On 12/18/18 6:35 PM, Steven Rostedt wrote:
> On Tue, 18 Dec 2018 17:46:38 +0100
> Daniel Bristot de Oliveira <bris...@redhat.com> wrote:
> 
> 
> I'd say add this file first, before x86 supports it. That way it's easy
> for you to test if this file is correct for other archs that do not
> support it.
> 
> When x86 supports it, the "on switch" for that should be the added
> config, just like what other architectures will do.

right!

>> If the architecture supports the batching of jump label updates, use it!
>>
>> An easy way to see the benefits of this patch is switching the
>> schedstats on and off. For instance:
>>
>> -------------------------- %< ---------------------------- 
>> #!/bin/bash
>>
>> while [ true ]; do 
>>     sysctl -w kernel.sched_schedstats=1
>>     sleep 2
>>     sysctl -w kernel.sched_schedstats=0
>>     sleep 2
>> done
>> -------------------------- >% ----------------------------  
>>
>> while watching the IPI count:
>>
>> -------------------------- %< ---------------------------- 
>> # watch -n1 "cat /proc/interrupts | grep Function"
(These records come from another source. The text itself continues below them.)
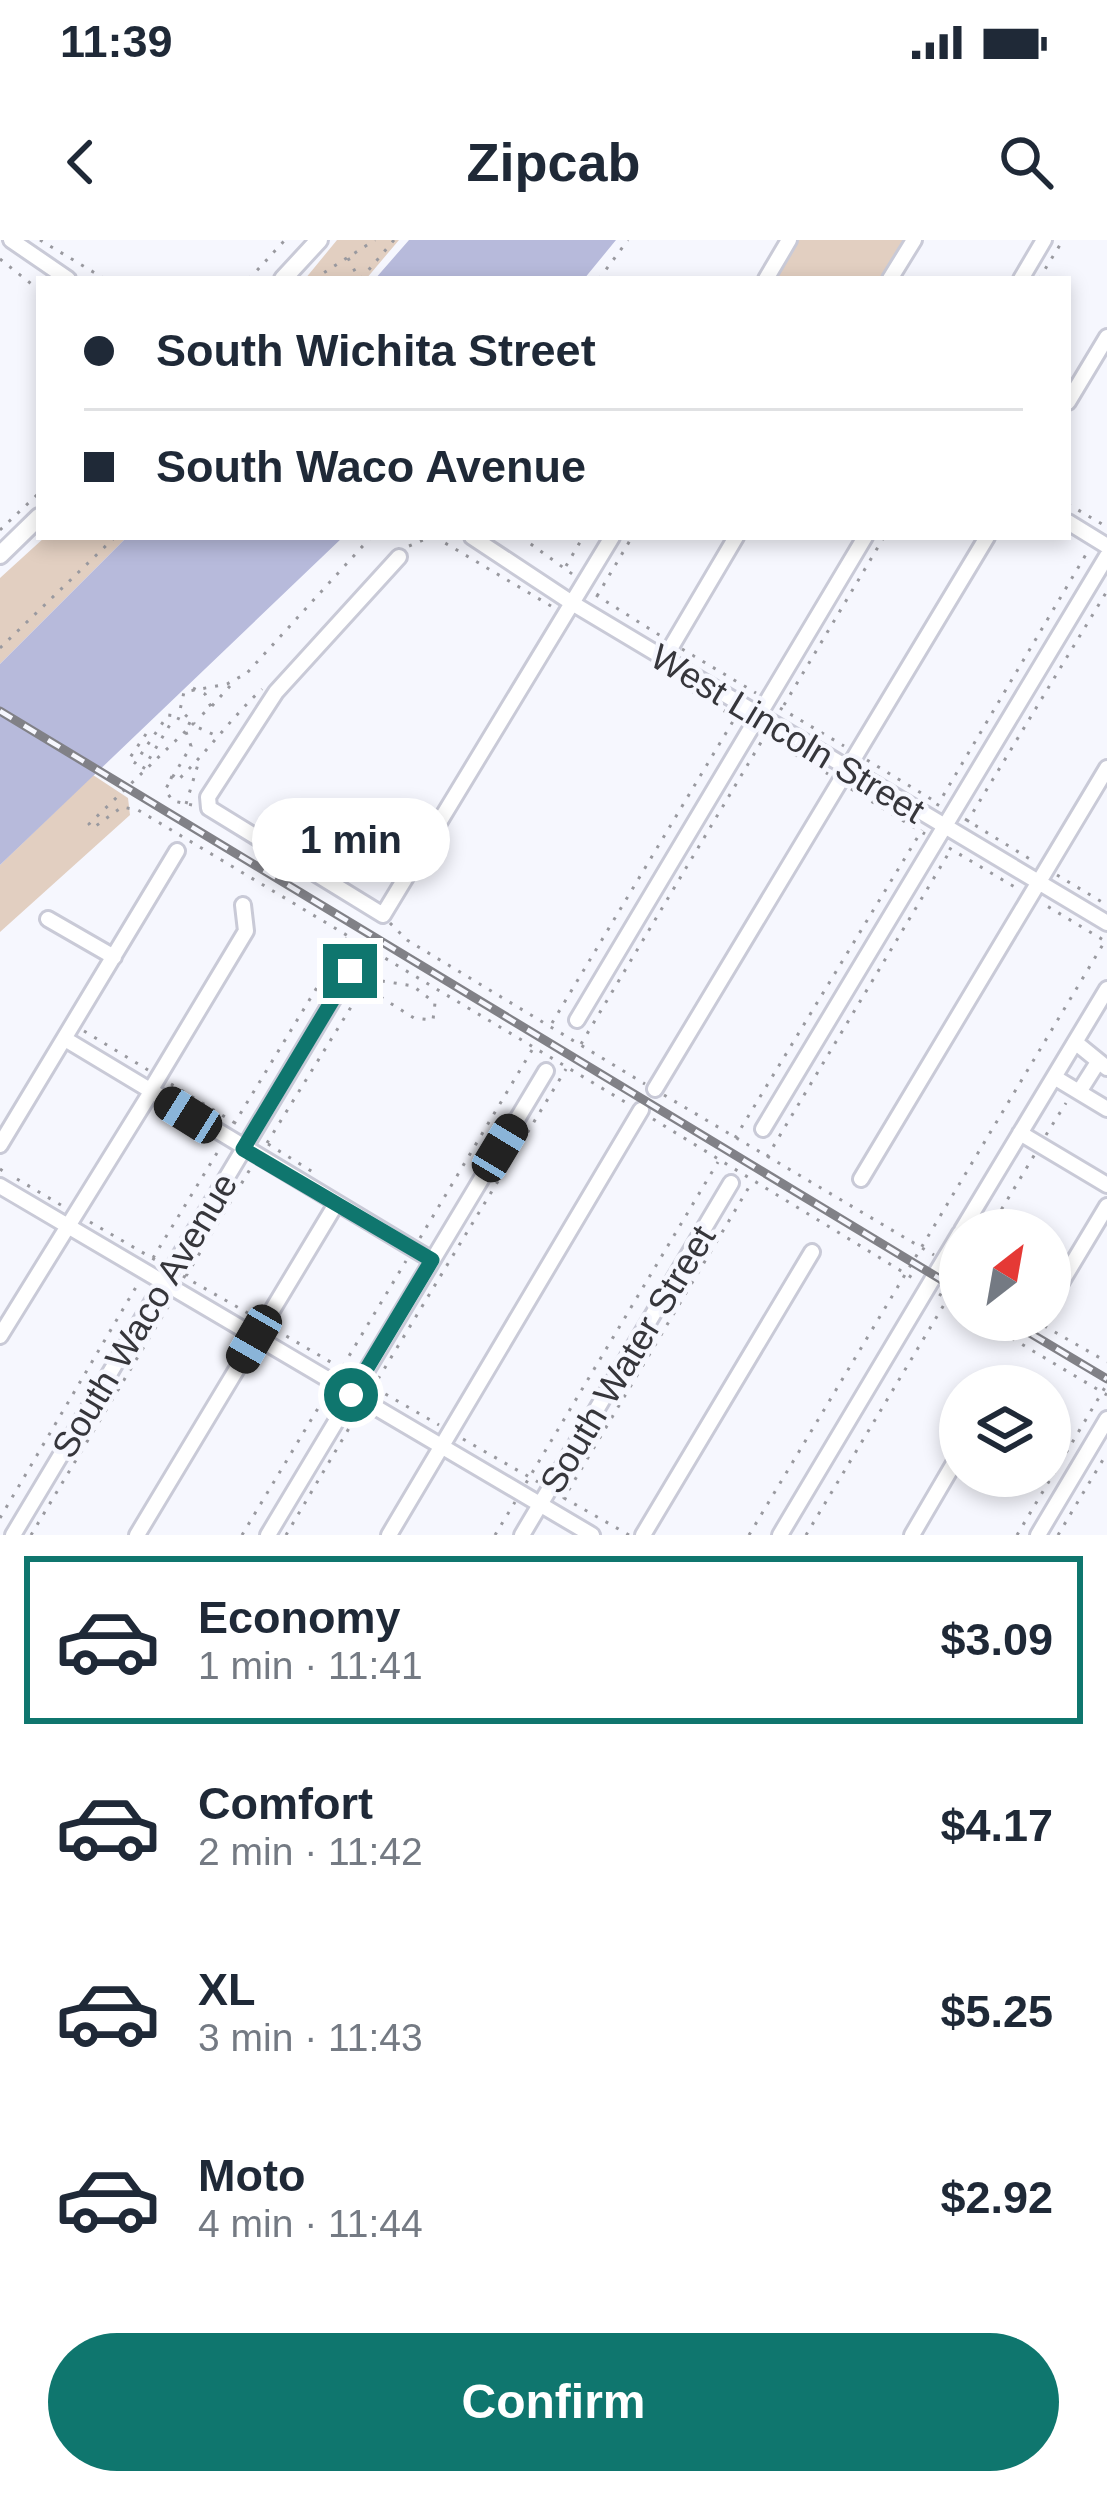 <!DOCTYPE html>
<meta charset="utf-8">
<style>
:root{--surface:#fff;--page:#f6f6f7;--text:#1f2937;--muted:#747a83;--line:#e0e1e3;--accent:#0f766e}
body{margin:0;font-family:Helvetica,sans-serif;background:var(--page);color:var(--text);height:100vh;display:flex;flex-direction:column;font-size:45px;white-space:nowrap}
*{box-sizing:border-box;margin:0}
p{font-size:39px;color:var(--muted)}
.icon{flex:none;width:66px;height:66px;fill:none;stroke:currentColor;stroke-width:2;stroke-linecap:round;stroke-linejoin:round}
.map{position:relative;height:1295px;overflow:hidden}
.drawer{display:flex;flex-direction:column;background:var(--surface);flex:1}
.drawer>*{flex:none}
.hud{position:absolute;left:36px;top:36px;width:1035px;height:264px;border-radius:0px;box-shadow:0 6px 18px #0003;display:grid;align-content:center;height:264px;padding:0 48px;background:var(--surface)}
.needle{width:78px;rotate:31deg}
.controls{position:absolute;left:939px;top:969px;display:grid;gap:24px}
.controls a{display:grid;place-items:center;width:132px;height:132px;border-radius:50%;background:var(--surface);box-shadow:0 6px 18px #0003;font-size:60px}
.end{position:absolute;width:54px;height:54px;margin:-27px;border:15px solid #0f766e;background:#fff;box-shadow:0 0 0 6px #fff}
.from{border-radius:50%}
.bubble{position:absolute;height:84px;border-radius:42px;background:var(--surface);box-shadow:0 6px 18px #0003;font-size:39px;font-weight:700;line-height:84px;text-align:center}
.car{position:absolute;width:36px;height:72px;margin:-36px -18px;border-radius:15px;box-shadow:0 0 9px 3px #0007;background:linear-gradient(#222 24%,#8ab4d8 0 40%,#222 0 76%,#8ab4d8 0 86%,#222 0)}
.hud b{display:flex;align-items:center;gap:42px;height:114px;font-size:45px}
.hud b+b{border-top:3px solid var(--line)}
.hud i{width:30px;height:30px;background:var(--text)}
ul{padding:21px 0 0;list-style:none}
li{display:flex;align-items:center;gap:36px;height:168px;margin:0 24px 18px;padding:0 24px;border:6px solid transparent;border-radius:0px}
li div{flex:1}
li b{display:block;font-size:45px}
li em{font-style:normal;font-weight:700}
li.active{border-color:var(--accent)}
li>.icon{width:108px;height:108px;stroke-width:1.5}
.button{display:flex;gap:24px;margin-top:auto;padding:24px 48px}
.button a{flex:1;height:138px;border-radius:72px;background:var(--accent);color:#fff;font-size:48px;font-weight:700;line-height:138px;text-align:center}
.status{display:flex;justify-content:space-between;align-items:center;height:84px;padding:0 60px;background:var(--surface);direction:ltr}
.status svg{height:33px;fill:currentColor}
header{display:flex;justify-content:space-between;align-items:center;height:156px;padding:0 48px;background:var(--surface);font-size:54px;font-weight:700}
.map>svg:first-child{display:block}
.green{fill:#e2cfc1}
.water{fill:#b7badb}
.lines{fill:none;stroke-linecap:round;stroke-linejoin:round}
.minor-casing{stroke:#c9cad7;stroke-width:20}
.major-casing{stroke:#c9cad7;stroke-width:22}
.path{stroke:#99999f;stroke-width:3;stroke-dasharray:3 9;stroke-linecap:butt}
.minor{stroke:#fff;stroke-width:14}
.major{stroke:#fff;stroke-width:16}
.rail-casing{stroke:#818187;stroke-width:9}
.rail{stroke:#f6f7fe;stroke-width:4.5;stroke-dasharray:14;stroke-linecap:butt}
.route{stroke:#0f766e;stroke-width:15}
.labels{text-anchor:middle;stroke-width:9;stroke-linejoin:round;paint-order:stroke}
.street-label{font-size:36px;fill:#36363b;stroke:#f6f7fe}
</style>
<div class="status"><b>11:39</b><svg viewBox="0 0 49 12"><path d="M0 12V9h3v3zM5 12V6h3v6zM10 12V3h3v9zM15 12V0h3v12zM26 1h20v11H26zM47 4h2v5h-2z"/></svg></div>
<header><svg class="icon" aria-label="back" viewBox="0 0 24 24"><path d="M15 5l-7 7 7 7"/></svg>Zipcab<svg class="icon" aria-label="search" viewBox="0 0 24 24"><circle cx="10" cy="10" r="6"/><path d="M15 15l6 6"/></svg></header>
<div class="map">
<svg width="1107" height="1295" viewBox="0 0 1107 1295">
<rect width="100%" height="100%" fill="#f6f7fe"/>
<path class="green" d="M 337,0 L 399,0 L 366,39 L 305,39 Z
M 799,0 L 910,0 L 886,39 L 775,39 Z
M 45,297 L 127,297 L 0,424 L 0,338 Z
M 93,535 L 128,558 L 130,575 L 0,692 L 0,625 Z"/>
<path class="water" d="M 409,0 L 616,0 L 584,39 L 375,39 Z
M 127,297 L 343,297 L 0,625 L 0,424 Z"/>
<g class="lines">
<g class="minor-casing">
<path id="minor" d="M 11,0 L 68,39
M 766,39 L 789,0
M 890,39 L 914,0
M 1021,39 L 1044,0
M 1068,162 L 1107,97
M 1068,282 L 1107,306
M 472,297 L 572,363 L 1107,683
M 399,317 L 276,452 L 208,557 L 209,568 L 383,675 L 612,297
M 664,419 L 736,297
M 48,679 L 114,717
M 577,780 L 865,297
M 65,799 L 432,1020
M 1075,802 L 1107,828
M 1054,837 L 1107,869
M 655,849 L 987,297
M 150,851 L 246,691 L 243,665
M 1079,852 L 1098,822
M 763,889 L 1107,316
M 1020,893 L 1107,945
M 0,905 L 177,611
M 861,939 L 1107,528
M 0,946 L 592,1295
M 962,990 L 1107,749
M 1050,1061 L 1107,966
M 0,1096 L 151,852
M 13,1295 L 350,731
M 137,1295 L 336,964
M 268,1295 L 546,831
M 389,1295 L 641,870
M 522,1295 L 731,943
M 643,1295 L 812,1012
M 780,1295 L 960,993
M 912,1295 L 960,1213
M 1038,1295 L 1107,1179"/>
</g>
<g class="major-casing">
<path id="major" d="M 283,39 L 319,0
M 0,315 L 39,277"/>
</g>
<path class="path" d="M 40,0 L 105,39
M 348,18 L 359,39
M 0,19 L 39,50
M 249,39 L 285,0
M 314,39 L 375,0
M 361,39 L 394,0
M 599,39 L 628,0
M 1039,39 L 1063,0
M 1068,264 L 1107,287
M 0,290 L 39,253
M 371,297 L 247,433 L 227,444 L 184,452 L 180,470 L 194,483 L 89,584 L 93,588 L 122,567 L 138,570 L 630,865
M 435,297 L 551,366
M 521,297 L 575,336
M 409,306 L 430,297
M 566,326 L 583,297
M 596,355 L 664,398
M 597,356 L 632,297
M 0,408 L 115,297
M 682,409 L 756,453
M 193,448 L 205,454 L 211,467 L 196,480
M 693,452 L 741,481
M 784,465 L 884,297
M 212,466 L 230,446
M 780,468 L 844,506
M 177,478 L 217,496
M 186,492 L 191,506 L 165,550 L 173,561 L 197,566
M 146,494 L 129,519 L 135,523 L 168,475 L 176,476
M 764,496 L 828,534
M 867,520 L 936,562
M 143,529 L 174,478
M 170,537 L 178,540 C 208,511 231,478 262,449
M 851,549 L 925,594
M 186,564 L 199,521
M 937,566 L 1088,311
M 965,579 L 1033,621
M 967,582 L 1107,351
M 949,608 L 1018,649
M 1057,635 L 1107,665
M 390,683 L 407,700 L 645,844
M 370,739 L 413,746 L 435,763 L 433,780 L 414,778 L 379,756 L 381,741
M 552,783 L 735,478
M 84,791 L 148,830
M 581,804 L 763,499
M 171,844 L 235,883
M 664,855 L 934,1015
M 653,879 L 916,1040
M 234,884 L 347,698
M 1046,895 L 1066,863
M 735,898 L 922,590
M 267,903 L 382,717
M 268,904 L 316,934
M 767,917 L 950,611
M 0,929 L 9,935
M 17,939 L 66,968
M 90,982 L 159,1022
M 989,990 L 1035,914
M 420,998 L 532,810
M 153,1018 L 220,908
M 183,1036 L 253,1076
M 186,1036 L 252,926
M 939,1054 L 960,1067
M 981,1080 L 1107,1155
M 1034,1080 L 1107,1122
M 276,1090 L 351,1134
M 343,1126 L 406,1021
M 375,1148 L 439,1185
M 372,1149 L 566,829
M 463,1199 L 538,1242
M 526,1243 L 718,922
M 0,1278 L 139,1042
M 31,1295 L 172,1060
M 242,1295 L 326,1155
M 286,1295 L 358,1173
M 495,1295 L 515,1262
M 629,1295 L 564,1258 L 752,942
M 749,1295 L 1105,701 L 1042,663
M 806,1295 L 960,1038
M 1017,1295 L 1107,1144
M 1058,1295 L 1107,1213"/>
<use href="#minor" class="minor"/>
<use href="#major" class="major"/>
<g class="rail-casing">
<path id="rail" d="M 0,471 L 960,1051
M 1008,1080 L 1107,1139"/>
</g>
<use href="#rail" class="rail"/>
</g>
<g class="lines">
<path class="route" d="M 350,731 L 243,909 L 432,1020 L 351,1155"/>
</g>
<g class="labels">
<g class="street-label">
<text transform="translate(788 493) rotate(31)" y="13">West Lincoln Street</text>
<text transform="translate(144 1075) rotate(-59)" y="13">South Waco Avenue</text>
<text transform="translate(627 1119) rotate(-59)" y="13">South Water Street</text>
</g>
</g>
</svg>
<div class="controls">
<a><svg class="needle" viewBox="-14 -14 28 28"><path d="M0-13l5 13h-10z" fill="#e53935"/><path d="M0 13l5-13h-10z" fill="#747a83"/></svg></a>
<a><svg class="icon" aria-label="layers" viewBox="0 0 24 24"><path d="M12 4l9 5-9 5-9-5zM3 14l9 5 9-5"/></svg></a>
</div>
<i class="end from" style="left:351px;top:1155px"></i>
<i class="end" style="left:350px;top:731px"></i>
<div class="bubble" style="left:252px;top:558px;width:198px">1 min</div>
<i class="car" style="left:188px;top:875px;rotate:302deg"></i>
<i class="car" style="left:500px;top:908px;rotate:31deg"></i>
<i class="car" style="left:254px;top:1099px;rotate:210deg"></i>
<div class="hud">
<b><i class="from"></i>South Wichita Street</b>
<b><i></i>South Waco Avenue</b>
</div>
</div>
<section class="drawer">
<ul>
<li class="active"><svg class="icon" aria-label="car" viewBox="0 0 24 24"><path d="M5 17H2v-5l4-1 3-4h7l3 4 3 1v5h-3M9 17h6M6 11h13"/><circle cx="7" cy="17" r="2"/><circle cx="17" cy="17" r="2"/></svg><div><b>Economy</b><p>1 min · 11:41</p></div><em>$3.09</em></li>
<li><svg class="icon" aria-label="car" viewBox="0 0 24 24"><path d="M5 17H2v-5l4-1 3-4h7l3 4 3 1v5h-3M9 17h6M6 11h13"/><circle cx="7" cy="17" r="2"/><circle cx="17" cy="17" r="2"/></svg><div><b>Comfort</b><p>2 min · 11:42</p></div><em>$4.17</em></li>
<li><svg class="icon" aria-label="car" viewBox="0 0 24 24"><path d="M5 17H2v-5l4-1 3-4h7l3 4 3 1v5h-3M9 17h6M6 11h13"/><circle cx="7" cy="17" r="2"/><circle cx="17" cy="17" r="2"/></svg><div><b>XL</b><p>3 min · 11:43</p></div><em>$5.25</em></li>
<li><svg class="icon" aria-label="car" viewBox="0 0 24 24"><path d="M5 17H2v-5l4-1 3-4h7l3 4 3 1v5h-3M9 17h6M6 11h13"/><circle cx="7" cy="17" r="2"/><circle cx="17" cy="17" r="2"/></svg><div><b>Moto</b><p>4 min · 11:44</p></div><em>$2.92</em></li>
</ul>
<div class="button"><a>Confirm</a></div>
</section>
>> -------------------------- >% ----------------------------  
>>
>> With the current mode, it is possible to see +- 168 IPIs each 2 seconds,
>> while with this patch the number of IPIs goes to 3 each 2 seconds.
>>
>> Regarding the performance impact of this patch set, I made two measurements:
>>
>>     The time to update a key (the task that is causing the change)
>>     The time to run the int3 handler (the side effect on a thread that
>>                                       hits the code being changed)
>>
>> The schedstats static key was chosen as the key to being switched on and off.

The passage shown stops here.